(Exercise input Opens)
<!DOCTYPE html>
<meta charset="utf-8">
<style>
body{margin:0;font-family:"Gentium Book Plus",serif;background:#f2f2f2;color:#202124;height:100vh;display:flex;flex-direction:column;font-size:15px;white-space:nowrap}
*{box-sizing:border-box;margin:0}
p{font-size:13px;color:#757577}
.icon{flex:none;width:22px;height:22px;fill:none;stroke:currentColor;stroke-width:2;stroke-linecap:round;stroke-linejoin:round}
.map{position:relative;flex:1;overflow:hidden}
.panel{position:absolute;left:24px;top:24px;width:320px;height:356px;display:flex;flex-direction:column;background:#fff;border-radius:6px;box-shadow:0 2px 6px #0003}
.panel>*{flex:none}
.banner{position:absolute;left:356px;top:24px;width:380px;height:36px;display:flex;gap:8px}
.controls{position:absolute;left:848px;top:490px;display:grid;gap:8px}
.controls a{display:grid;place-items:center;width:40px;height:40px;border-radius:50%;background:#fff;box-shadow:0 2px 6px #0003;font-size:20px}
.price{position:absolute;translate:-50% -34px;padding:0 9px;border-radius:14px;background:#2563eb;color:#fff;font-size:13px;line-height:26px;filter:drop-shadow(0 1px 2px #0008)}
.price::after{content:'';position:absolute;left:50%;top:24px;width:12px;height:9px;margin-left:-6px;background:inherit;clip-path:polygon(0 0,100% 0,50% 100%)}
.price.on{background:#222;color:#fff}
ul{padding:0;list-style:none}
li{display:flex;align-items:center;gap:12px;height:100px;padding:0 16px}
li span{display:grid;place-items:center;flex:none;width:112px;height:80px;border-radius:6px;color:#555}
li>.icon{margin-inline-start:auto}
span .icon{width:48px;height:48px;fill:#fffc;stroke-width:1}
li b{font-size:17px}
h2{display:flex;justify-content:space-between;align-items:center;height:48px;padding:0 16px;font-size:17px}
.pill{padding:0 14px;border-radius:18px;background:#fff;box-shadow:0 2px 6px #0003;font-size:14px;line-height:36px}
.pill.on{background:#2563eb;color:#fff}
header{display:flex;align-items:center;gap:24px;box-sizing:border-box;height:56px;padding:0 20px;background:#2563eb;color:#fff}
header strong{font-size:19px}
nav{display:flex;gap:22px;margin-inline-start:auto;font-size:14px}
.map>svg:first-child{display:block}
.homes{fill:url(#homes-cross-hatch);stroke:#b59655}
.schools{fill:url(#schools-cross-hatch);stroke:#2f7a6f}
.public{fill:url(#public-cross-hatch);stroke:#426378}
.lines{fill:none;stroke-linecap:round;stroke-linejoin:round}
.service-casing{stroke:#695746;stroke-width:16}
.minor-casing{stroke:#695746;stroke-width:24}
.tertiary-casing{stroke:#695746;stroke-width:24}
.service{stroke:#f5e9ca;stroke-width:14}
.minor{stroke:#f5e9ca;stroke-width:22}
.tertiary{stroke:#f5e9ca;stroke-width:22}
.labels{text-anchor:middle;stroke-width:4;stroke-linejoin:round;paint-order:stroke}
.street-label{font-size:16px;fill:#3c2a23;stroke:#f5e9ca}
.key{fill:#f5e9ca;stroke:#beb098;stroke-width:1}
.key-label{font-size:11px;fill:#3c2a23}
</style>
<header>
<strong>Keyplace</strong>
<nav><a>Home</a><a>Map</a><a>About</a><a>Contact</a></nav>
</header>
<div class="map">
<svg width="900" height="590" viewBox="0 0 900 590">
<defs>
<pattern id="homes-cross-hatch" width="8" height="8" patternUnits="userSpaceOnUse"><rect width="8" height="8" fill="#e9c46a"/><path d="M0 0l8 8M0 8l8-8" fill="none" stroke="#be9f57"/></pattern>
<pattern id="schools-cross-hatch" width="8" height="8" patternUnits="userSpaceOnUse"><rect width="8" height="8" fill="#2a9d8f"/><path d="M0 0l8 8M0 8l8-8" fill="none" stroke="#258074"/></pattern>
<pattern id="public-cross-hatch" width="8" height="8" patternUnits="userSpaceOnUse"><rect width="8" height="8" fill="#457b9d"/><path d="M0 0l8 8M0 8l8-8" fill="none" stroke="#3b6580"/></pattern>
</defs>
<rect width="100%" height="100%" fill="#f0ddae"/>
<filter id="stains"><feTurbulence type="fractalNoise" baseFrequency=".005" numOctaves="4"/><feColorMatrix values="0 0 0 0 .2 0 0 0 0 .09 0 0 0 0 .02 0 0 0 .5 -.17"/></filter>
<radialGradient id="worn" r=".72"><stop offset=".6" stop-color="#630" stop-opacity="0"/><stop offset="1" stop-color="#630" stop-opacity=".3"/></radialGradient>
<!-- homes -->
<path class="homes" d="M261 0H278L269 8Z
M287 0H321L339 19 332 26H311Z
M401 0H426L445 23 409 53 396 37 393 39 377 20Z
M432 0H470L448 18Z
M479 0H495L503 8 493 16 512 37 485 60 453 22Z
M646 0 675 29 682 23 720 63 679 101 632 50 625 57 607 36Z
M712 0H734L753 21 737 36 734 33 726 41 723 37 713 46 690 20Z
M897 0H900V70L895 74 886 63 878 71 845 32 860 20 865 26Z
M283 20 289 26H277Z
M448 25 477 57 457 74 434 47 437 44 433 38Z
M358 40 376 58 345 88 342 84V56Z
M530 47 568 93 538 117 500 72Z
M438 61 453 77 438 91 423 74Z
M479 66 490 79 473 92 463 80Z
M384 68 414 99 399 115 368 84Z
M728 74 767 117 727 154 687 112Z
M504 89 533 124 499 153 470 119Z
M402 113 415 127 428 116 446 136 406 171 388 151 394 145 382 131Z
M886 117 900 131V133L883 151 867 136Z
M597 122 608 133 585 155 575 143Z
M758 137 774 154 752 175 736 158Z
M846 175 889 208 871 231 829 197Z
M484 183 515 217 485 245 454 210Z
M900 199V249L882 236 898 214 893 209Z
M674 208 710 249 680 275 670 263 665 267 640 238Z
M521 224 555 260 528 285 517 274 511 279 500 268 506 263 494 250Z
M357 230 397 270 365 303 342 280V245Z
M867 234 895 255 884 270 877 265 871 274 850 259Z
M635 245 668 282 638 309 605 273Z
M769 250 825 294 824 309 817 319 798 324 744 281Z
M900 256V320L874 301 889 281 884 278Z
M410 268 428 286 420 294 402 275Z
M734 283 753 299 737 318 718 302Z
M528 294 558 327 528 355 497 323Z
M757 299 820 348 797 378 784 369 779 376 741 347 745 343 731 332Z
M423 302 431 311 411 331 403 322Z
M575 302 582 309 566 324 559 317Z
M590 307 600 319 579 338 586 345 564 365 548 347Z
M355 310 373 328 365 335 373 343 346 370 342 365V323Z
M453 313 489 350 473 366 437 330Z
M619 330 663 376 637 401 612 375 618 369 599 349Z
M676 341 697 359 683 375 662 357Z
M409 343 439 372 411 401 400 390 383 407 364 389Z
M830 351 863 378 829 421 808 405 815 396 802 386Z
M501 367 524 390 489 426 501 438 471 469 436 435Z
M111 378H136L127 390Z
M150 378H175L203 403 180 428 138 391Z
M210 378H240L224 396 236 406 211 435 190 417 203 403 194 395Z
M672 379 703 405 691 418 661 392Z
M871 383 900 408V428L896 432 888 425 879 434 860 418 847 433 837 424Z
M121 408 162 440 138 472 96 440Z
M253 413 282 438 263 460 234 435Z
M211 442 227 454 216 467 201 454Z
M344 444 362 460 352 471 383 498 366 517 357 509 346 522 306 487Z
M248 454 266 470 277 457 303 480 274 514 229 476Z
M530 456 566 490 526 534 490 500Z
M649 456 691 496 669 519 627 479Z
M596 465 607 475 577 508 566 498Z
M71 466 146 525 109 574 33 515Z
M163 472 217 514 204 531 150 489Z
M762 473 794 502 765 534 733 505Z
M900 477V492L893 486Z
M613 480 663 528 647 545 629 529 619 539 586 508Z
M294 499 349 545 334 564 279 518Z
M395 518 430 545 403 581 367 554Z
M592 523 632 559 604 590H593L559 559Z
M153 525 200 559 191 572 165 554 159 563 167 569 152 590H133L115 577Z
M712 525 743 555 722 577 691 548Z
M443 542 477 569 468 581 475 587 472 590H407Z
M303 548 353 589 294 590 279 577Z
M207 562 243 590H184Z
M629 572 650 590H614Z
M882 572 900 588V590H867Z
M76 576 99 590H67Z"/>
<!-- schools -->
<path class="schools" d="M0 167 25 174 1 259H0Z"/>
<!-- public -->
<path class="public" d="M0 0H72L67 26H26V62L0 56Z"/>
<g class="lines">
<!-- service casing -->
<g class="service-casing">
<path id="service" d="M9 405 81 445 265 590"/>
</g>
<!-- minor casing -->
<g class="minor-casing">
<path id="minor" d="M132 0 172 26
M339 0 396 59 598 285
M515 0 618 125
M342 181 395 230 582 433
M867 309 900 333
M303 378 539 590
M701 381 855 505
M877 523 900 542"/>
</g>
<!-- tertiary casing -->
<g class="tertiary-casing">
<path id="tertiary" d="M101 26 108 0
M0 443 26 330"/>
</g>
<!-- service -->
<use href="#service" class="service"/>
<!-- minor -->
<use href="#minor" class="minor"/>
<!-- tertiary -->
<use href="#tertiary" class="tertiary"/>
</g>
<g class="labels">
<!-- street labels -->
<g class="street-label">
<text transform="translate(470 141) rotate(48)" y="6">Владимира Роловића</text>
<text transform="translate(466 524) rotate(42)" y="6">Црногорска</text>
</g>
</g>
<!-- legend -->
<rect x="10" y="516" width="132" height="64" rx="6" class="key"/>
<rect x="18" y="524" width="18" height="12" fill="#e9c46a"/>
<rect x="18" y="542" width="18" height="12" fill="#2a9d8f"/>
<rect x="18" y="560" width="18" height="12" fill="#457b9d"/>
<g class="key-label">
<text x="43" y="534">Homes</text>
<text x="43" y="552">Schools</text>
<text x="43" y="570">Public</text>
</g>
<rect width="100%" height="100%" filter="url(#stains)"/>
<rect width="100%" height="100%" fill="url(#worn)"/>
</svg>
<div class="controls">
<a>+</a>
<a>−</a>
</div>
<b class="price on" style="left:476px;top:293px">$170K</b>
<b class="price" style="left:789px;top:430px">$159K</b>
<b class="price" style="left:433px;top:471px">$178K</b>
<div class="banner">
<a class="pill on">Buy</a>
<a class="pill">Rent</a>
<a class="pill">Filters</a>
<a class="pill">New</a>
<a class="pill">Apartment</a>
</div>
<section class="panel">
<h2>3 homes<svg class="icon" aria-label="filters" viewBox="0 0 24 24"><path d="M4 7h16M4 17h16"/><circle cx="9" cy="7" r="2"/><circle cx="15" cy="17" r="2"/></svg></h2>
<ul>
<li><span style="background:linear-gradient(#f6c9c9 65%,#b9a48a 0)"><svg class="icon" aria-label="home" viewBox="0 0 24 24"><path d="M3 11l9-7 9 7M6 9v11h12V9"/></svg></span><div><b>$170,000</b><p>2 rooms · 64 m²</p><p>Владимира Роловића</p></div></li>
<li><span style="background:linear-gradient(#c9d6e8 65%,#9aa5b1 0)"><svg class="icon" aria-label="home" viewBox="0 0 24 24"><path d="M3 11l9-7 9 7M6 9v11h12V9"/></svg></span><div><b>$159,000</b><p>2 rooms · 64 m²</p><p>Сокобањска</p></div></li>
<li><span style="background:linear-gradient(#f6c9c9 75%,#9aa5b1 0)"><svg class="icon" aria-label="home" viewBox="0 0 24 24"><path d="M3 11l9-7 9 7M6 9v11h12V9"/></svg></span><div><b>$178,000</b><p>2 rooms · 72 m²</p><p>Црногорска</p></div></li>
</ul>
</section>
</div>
(Exercise input Closes)
## Exercise details
All lines in the entries above that include "controls" should be found and copied.

## Task answer
.controls{position:absolute;left:848px;top:490px;display:grid;gap:8px}
.controls a{display:grid;place-items:center;width:40px;height:40px;border-radius:50%;background:#fff;box-shadow:0 2px 6px #0003;font-size:20px}
<div class="controls">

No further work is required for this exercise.